Il libro era terminato. La parola fine, scritta sulla carta solo qualche giorno prima. Il file giaceva chiuso sul mio desktop e la paura aleggiava nell'aria come un avvoltoio alla vista d'una carcassa imputridita.

Non c'era scopo.

Non c'era una meta.

Il traguardo, tagliato.

Toccava prendere atto della situazione. Uscire dalla tana. Trovare il coraggio che serviva per immergersi nella folla tumultuosa. Nella luce. Guadagnarsi ogni singolo respiro, la propria dose quotidiana d'ossigeno da infilarsi a forza dentro le vene.

Attendendo un'altra illuminazione come la barca dei soccorsi, un naufrago perso alla deriva. Toccava prendere atto della situazione. Era tutto un miraggio in dissolvenza, sempre più sfuocato mano a mano che la distanza decresceva. Pronto a svanire quando il braccio e le mani sarebbero stati in grado di toccarlo. Apparizione.

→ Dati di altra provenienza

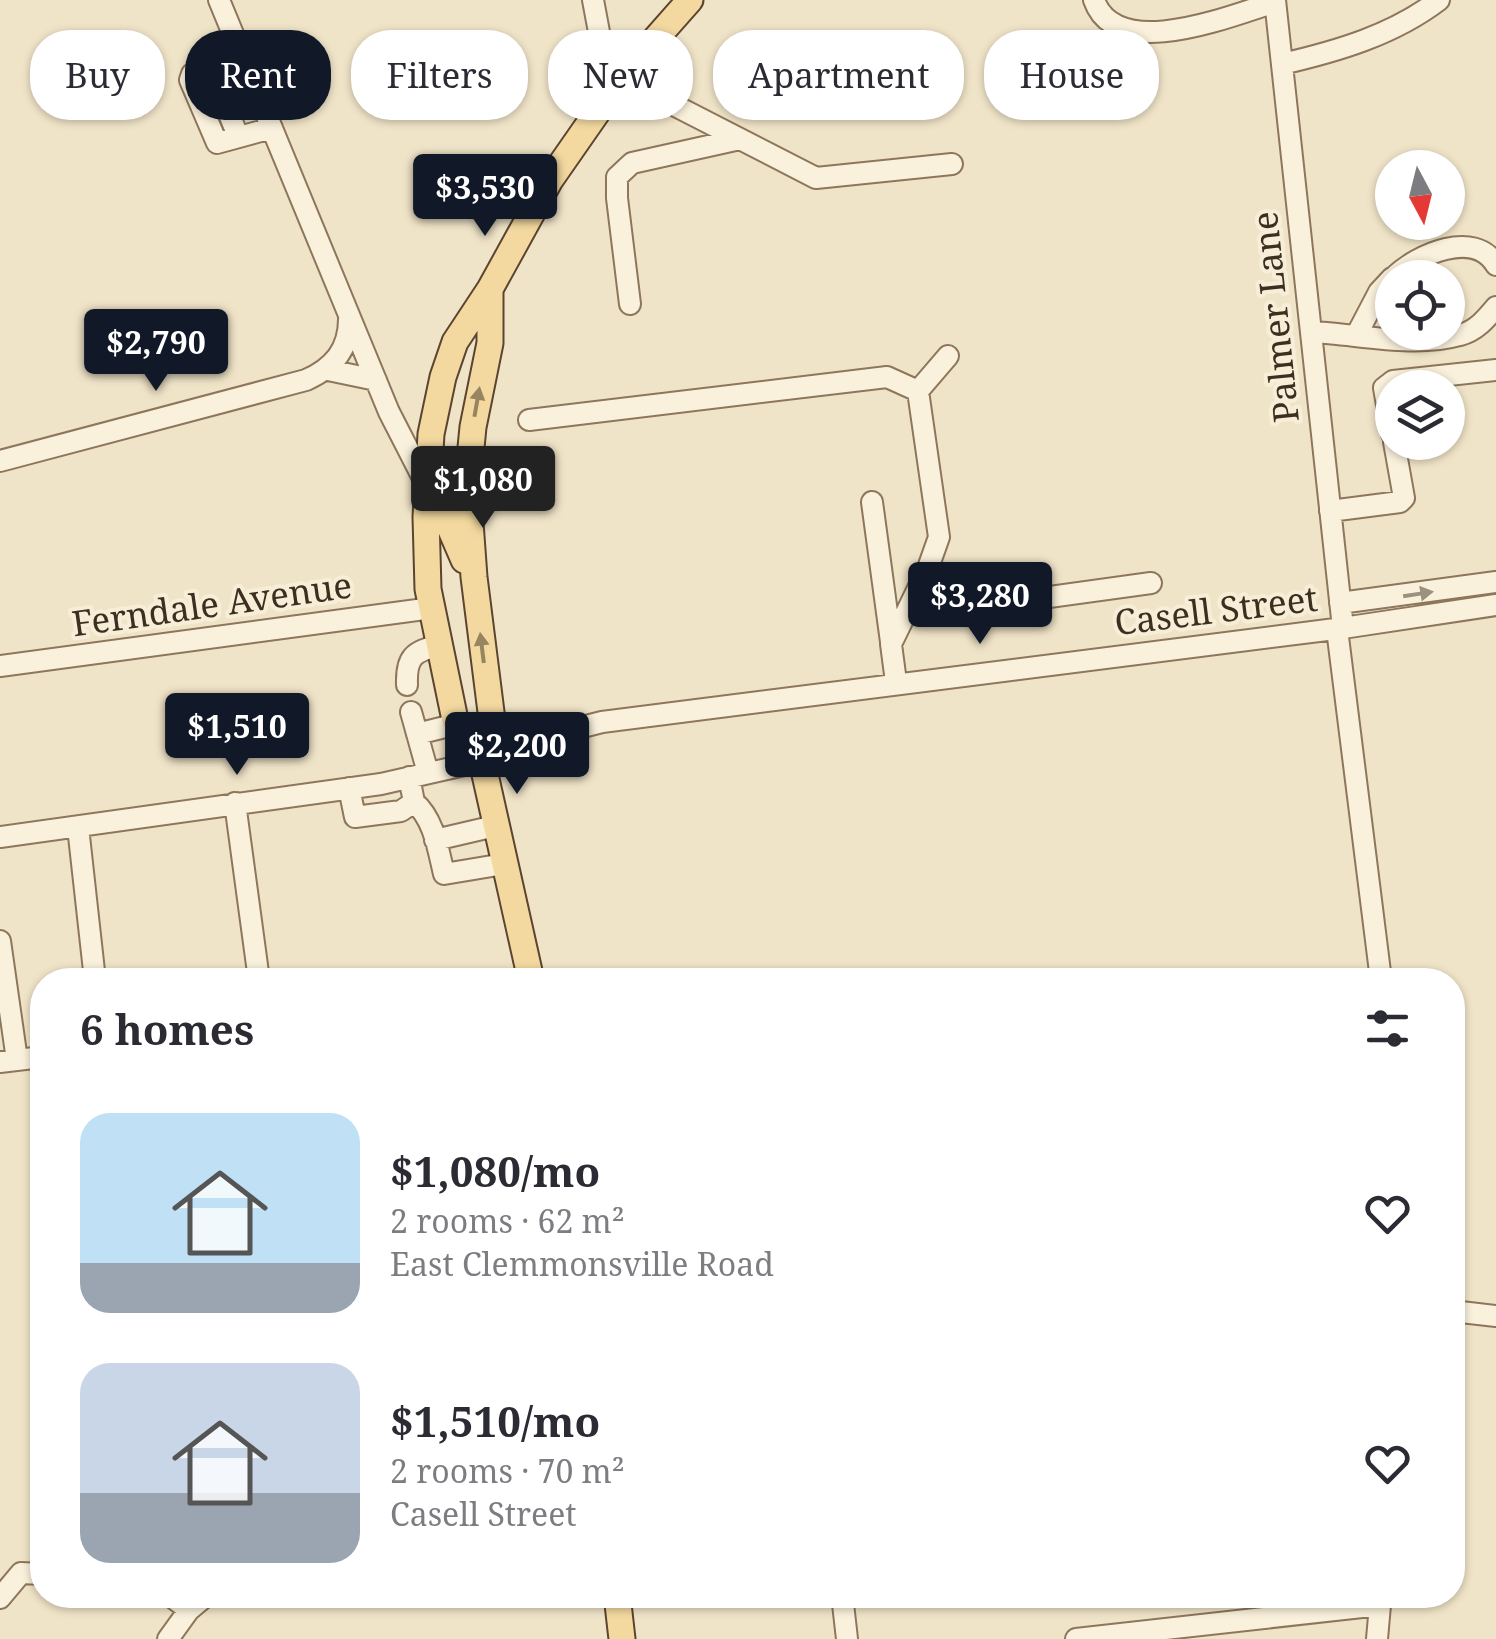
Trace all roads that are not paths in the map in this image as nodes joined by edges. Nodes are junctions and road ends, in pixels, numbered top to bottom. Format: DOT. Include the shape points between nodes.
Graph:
graph roads {
  1 [pos="219,0"];
  2 [pos="594,0"];
  3 [pos="690,0"];
  4 [pos="1094,0"];
  5 [pos="1439,0"];
  6 [pos="1275,1"];
  7 [pos="599,30"];
  8 [pos="663,30"];
  9 [pos="1282,64"];
  10 [pos="693,115"];
  11 [pos="592,120"];
  12 [pos="272,128"];
  13 [pos="238,136"];
  14 [pos="740,139"];
  15 [pos="952,164"];
  16 [pos="1421,260"];
  17 [pos="1496,265"];
  18 [pos="490,289"];
  19 [pos="1375,300"];
  20 [pos="630,304"];
  21 [pos="1496,306"];
  22 [pos="349,313"];
  23 [pos="1310,332"];
  24 [pos="1357,334"];
  25 [pos="948,356"];
  26 [pos="328,370"];
  27 [pos="1496,370"];
  28 [pos="1465,374"];
  29 [pos="376,380"];
  30 [pos="918,391"];
  31 [pos="529,420"];
  32 [pos="1397,460"];
  33 [pos="0,461"];
  34 [pos="428,488"];
  35 [pos="872,502"];
  36 [pos="1330,510"];
  37 [pos="928,568"];
  38 [pos="1151,582"];
  39 [pos="1496,582"];
  40 [pos="1340,603"];
  41 [pos="477,604"];
  42 [pos="1496,605"];
  43 [pos="432,608"];
  44 [pos="1340,628"];
  45 [pos="891,644"];
  46 [pos="440,646"];
  47 [pos="0,666"];
  48 [pos="896,682"];
  49 [pos="407,685"];
  50 [pos="410,712"];
  51 [pos="458,724"];
  52 [pos="417,734"];
  53 [pos="482,761"];
  54 [pos="419,775"];
  55 [pos="348,788"];
  56 [pos="414,802"];
  57 [pos="235,803"];
  58 [pos="495,826"];
  59 [pos="78,828"];
  60 [pos="0,838"];
  61 [pos="435,840"];
  62 [pos="504,864"];
  63 [pos="0,942"];
  64 [pos="94,968"];
  65 [pos="258,968"];
  66 [pos="528,968"];
  67 [pos="1380,968"];
  68 [pos="8,1061"];
  69 [pos="1465,1312"];
  70 [pos="1496,1316"];
  71 [pos="30,1573"];
  72 [pos="0,1598"];
  73 [pos="185,1608"];
  74 [pos="191,1608"];
  75 [pos="618,1608"];
  76 [pos="843,1608"];
  77 [pos="1318,1608"];
  78 [pos="1380,1608"];
  79 [pos="188,1610"];
  80 [pos="168,1639"];
  81 [pos="622,1639"];
  82 [pos="847,1639"];
  83 [pos="1076,1639"];
  84 [pos="1377,1639"];
  1 -- 12 [label="street"];
  2 -- 7 [label="street"];
  3 -- 8 [label="main road"];
  4 -- 6 [label="street" via="1112,25 1136,32 1159,32"];
  5 -- 9 [label="street" via="1374,37"];
  6 -- 9 [label="street, Palmer Lane"];
  9 -- 23 [label="street, Palmer Lane"];
  10 -- 14 [label="street"];
  11 -- 18 [label="main road"];
  12 -- 13 [label="street"];
  12 -- 22 [label="street"];
  14 -- 15 [label="street" via="816,178"];
  14 -- 20 [label="street" via="632,163 618,177"];
  16 -- 17 [label="street" via="1473,246"];
  18 -- 34 [label="main road" via="455,342 443,376"];
  41 -- 18 [label="main road, one-way" via="469,468 490,343"];
  19 -- 24 [label="street"];
  21 -- 24 [label="street" via="1462,335 1425,340"];
  22 -- 26 [label="street" via="348,334"];
  22 -- 29 [label="street"];
  23 -- 24 [label="street"];
  23 -- 36 [label="street, Palmer Lane"];
  25 -- 30 [label="street"];
  26 -- 29 [label="street"];
  26 -- 33 [label="street"];
  27 -- 28 [label="street"];
  29 -- 34 [label="street"];
  30 -- 31 [label="street" via="887,378"];
  30 -- 37 [label="street" via="938,537"];
  32 -- 36 [label="street" via="1400,502"];
  34 -- 41 [label="main road" via="460,546"];
  34 -- 43 [label="main road"];
  35 -- 45 [label="street"];
  36 -- 40 [label="street, Palmer Lane"];
  37 -- 38 [label="street" via="992,605"];
  37 -- 45 [label="street"];
  40 -- 39 [label="street, one-way"];
  40 -- 44 [label="street, Palmer Lane"];
  53 -- 41 [label="main road, one-way" via="492,720"];
  42 -- 44 [label="street, Casell Street"];
  43 -- 46 [label="main road"];
  43 -- 47 [label="street, Ferndale Avenue"];
  44 -- 48 [label="street, Casell Street"];
  44 -- 67 [label="street, Palmer Lane"];
  45 -- 48 [label="street"];
  46 -- 49 [label="street" via="418,650 406,663"];
  46 -- 51 [label="main road"];
  48 -- 53 [label="street, Casell Street" via="602,722"];
  50 -- 52 [label="street"];
  51 -- 52 [label="street"];
  51 -- 53 [label="main road"];
  52 -- 54 [label="street"];
  53 -- 54 [label="street, Casell Street"];
  53 -- 58 [label="main road"];
  54 -- 55 [label="street, Casell Street"];
  54 -- 56 [label="street"];
  55 -- 56 [label="street" via="355,817"];
  55 -- 57 [label="street, Casell Street"];
  56 -- 61 [label="street"];
  57 -- 59 [label="street, Casell Street"];
  57 -- 65 [label="street"];
  58 -- 61 [label="street"];
  58 -- 62 [label="main road"];
  59 -- 60 [label="street, Casell Street"];
  59 -- 64 [label="street"];
  61 -- 62 [label="street" via="444,874"];
  62 -- 66 [label="main road"];
  63 -- 68 [label="street"];
  69 -- 70 [label="street"];
  71 -- 72 [label="street" via="20,1573"];
  73 -- 79 [label="street"];
  74 -- 79 [label="street"];
  75 -- 81 [label="main road"];
  76 -- 82 [label="street"];
  77 -- 83 [label="street"];
  78 -- 84 [label="street"];
  79 -- 80 [label="street"];
}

Ma la barca dei soccorsi veniva sistematicamente affondata dai colpi di cannone sparati da un veliero lì di passaggio. Risveglio e presa di coscienza un brutto affare. Risveglio e presa di coscienza, assai bruschi e complicati. Come star seduti in attesa di scintilla sul fondo buio ed umido d'un abisso oceanico ancora inesplorato.

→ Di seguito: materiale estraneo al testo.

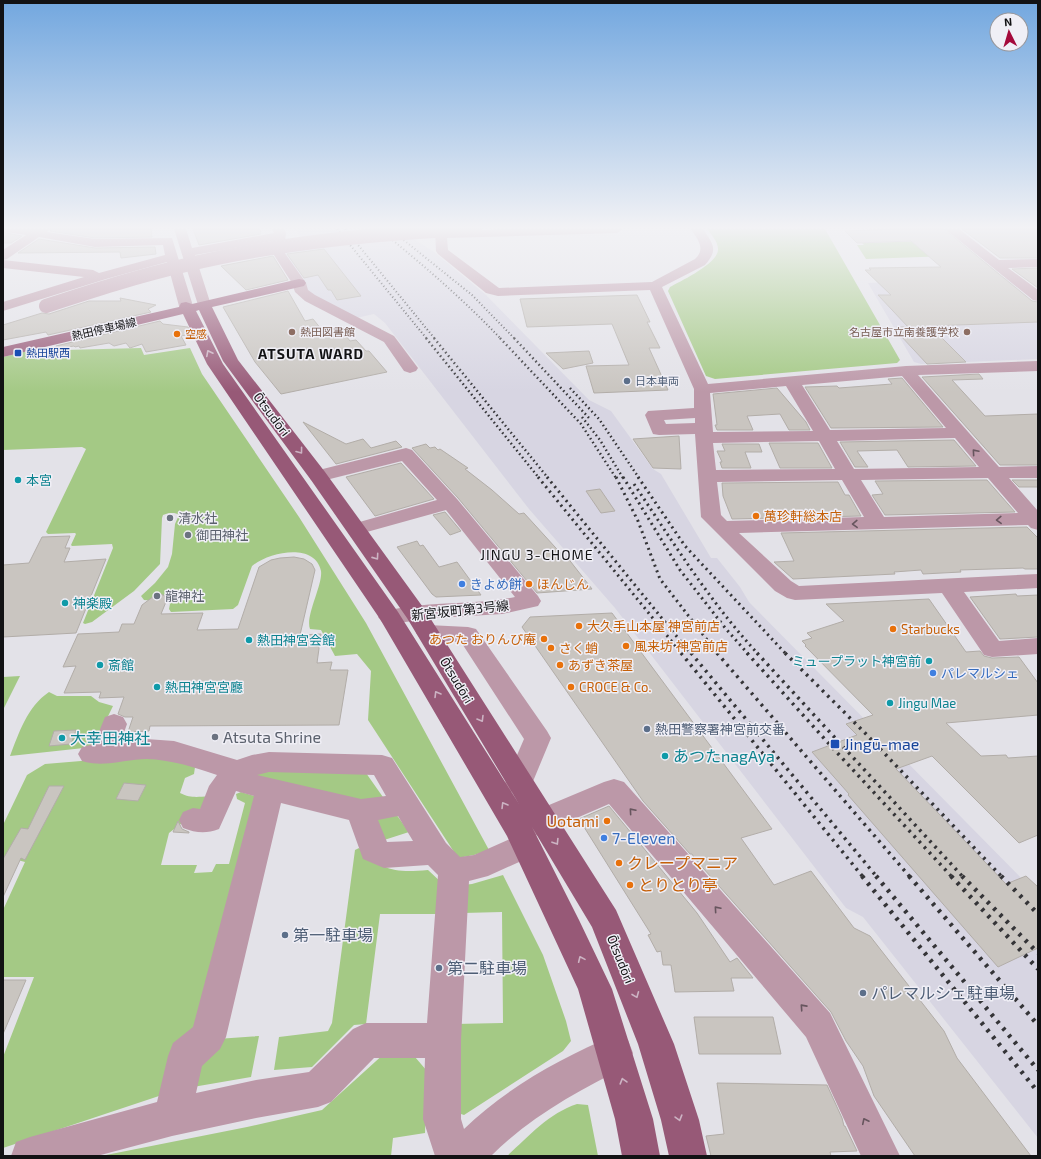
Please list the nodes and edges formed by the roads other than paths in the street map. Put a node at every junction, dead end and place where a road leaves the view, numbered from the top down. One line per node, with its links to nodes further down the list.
1 (79, 283): 14 (street)
2 (100, 283): 12 (street)
3 (116, 283): 12 (street, bridge)
4 (180, 283): 15 (street, Ōtsudōri)
5 (197, 283): 13 (street, Ōtsudōri)
6 (299, 283): 13 (main road, 熱田停車場線); 21 (street)
7 (482, 283): 10 (street)
8 (661, 283): 10 (street)
9 (1021, 283): 11 (street)
10 (656, 286): 24 (street)
11 (1038, 297)
12 (41, 304): 16 (street); 17 (street)
13 (204, 305): 15 (main road, 熱田停車場線); 31 (main road, Ōtsudōri, one-way to 31)
14 (3, 307)
15 (187, 308): 18 (main road, 熱田停車場線); 19 (main road, 熱田停車場線); 40 (main road, Ōtsudōri, one-way to 15)
16 (3, 312)
17 (3, 320)
18 (3, 347)
19 (3, 352)
20 (1038, 366): 22 (street)
21 (410, 368)
22 (906, 371): 23 (street); 26 (street)
23 (791, 381): 24 (street); 27 (street)
24 (702, 389): 25 (street)
25 (703, 426): 27 (street); 32 (street)
26 (959, 433): 27 (street); 28 (street, one-way to 26)
27 (825, 436): 30 (street)
28 (993, 472): 29 (street); 30 (street); 34 (street)
29 (1038, 472)
30 (848, 474): 32 (street); 35 (street)
31 (318, 476): 33 (street); 37 (main road, Ōtsudōri)
32 (707, 476): 36 (street)
33 (450, 503): 37 (street); 41 (street, 新宮坂町第3号線)
34 (1037, 520): 35 (street, one-way to 35)
35 (878, 523): 36 (street, one-way to 36)
36 (722, 527): 39 (street)
37 (356, 529): 41 (main road, Ōtsudōri, one-way to 41)
38 (1038, 581): 39 (street)
39 (948, 585): 42 (street)
40 (390, 617): 41 (street, 新宮坂町第3号線); 50 (main road, Ōtsudōri, one-way to 40)
41 (423, 624): 45 (main road, Ōtsudōri, one-way to 45); 45 (street)
42 (1038, 646)
43 (114, 724): 44 (street)
44 (239, 771): 46 (street); 47 (street); 49 (street)
45 (520, 782): 50 (main road, Ōtsudōri)
46 (270, 790): 48 (street); 54 (street)
47 (405, 804): 48 (street); 51 (street)
48 (361, 811): 51 (street)
49 (193, 820)
50 (529, 832): 51 (street); 53 (main road, Ōtsudōri, one-way to 50); 59 (main road, Ōtsudōri, one-way to 59); 60 (street, one-way to 50)
51 (445, 862): 52 (street)
52 (443, 1040): 54 (street); 56 (street)
53 (615, 1053): 57 (street); 58 (main road, Ōtsudōri, one-way to 53)
54 (172, 1117): 55 (street)
55 (30, 1156)
56 (455, 1156)
57 (464, 1156)
58 (641, 1156)
59 (688, 1156)
60 (882, 1156)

Il libro era terminato e quella storia m'aveva abbandonato.

I miei vecchi impilavano cartoni su cartoni, colmi di roba che sarebbe stata buona per il macero ma che loro avrebbero certamente conservato. Si poteva annegare fra i ricordi, sommersi senza più vedere la superficie lì, distante. Gli occhi fissi a cercare di trattener il passato fra le dita tremanti mentre i giorni si scaricavano nel cesso assieme a tutto il resto.

Qualcuno se n'era andato troppi chilometri lontano ed era da sempre una costante. Pregavo Dio di non avergli lasciato dentro segni e danni troppo ingenti. All'altezza della pancia o poco sotto. Sette miliardi, un contributo non richiesto e nient'affatto necessario.

Chiamavo il mio cane e gli offrivo del cibo. Chiamavo il mio cane, bianco, fottuto orso polare, ma lui aveva fiutato il rischio che fosse tutta una gran fregatura. Non l'avevo mai fatto.

Prese il suo gioco preferito tra i denti. Svelto fra le gambe della mano che abitualmente l'aveva nutrito.

La porta si chiuse e nella casa, poi, rimase solo silenzio.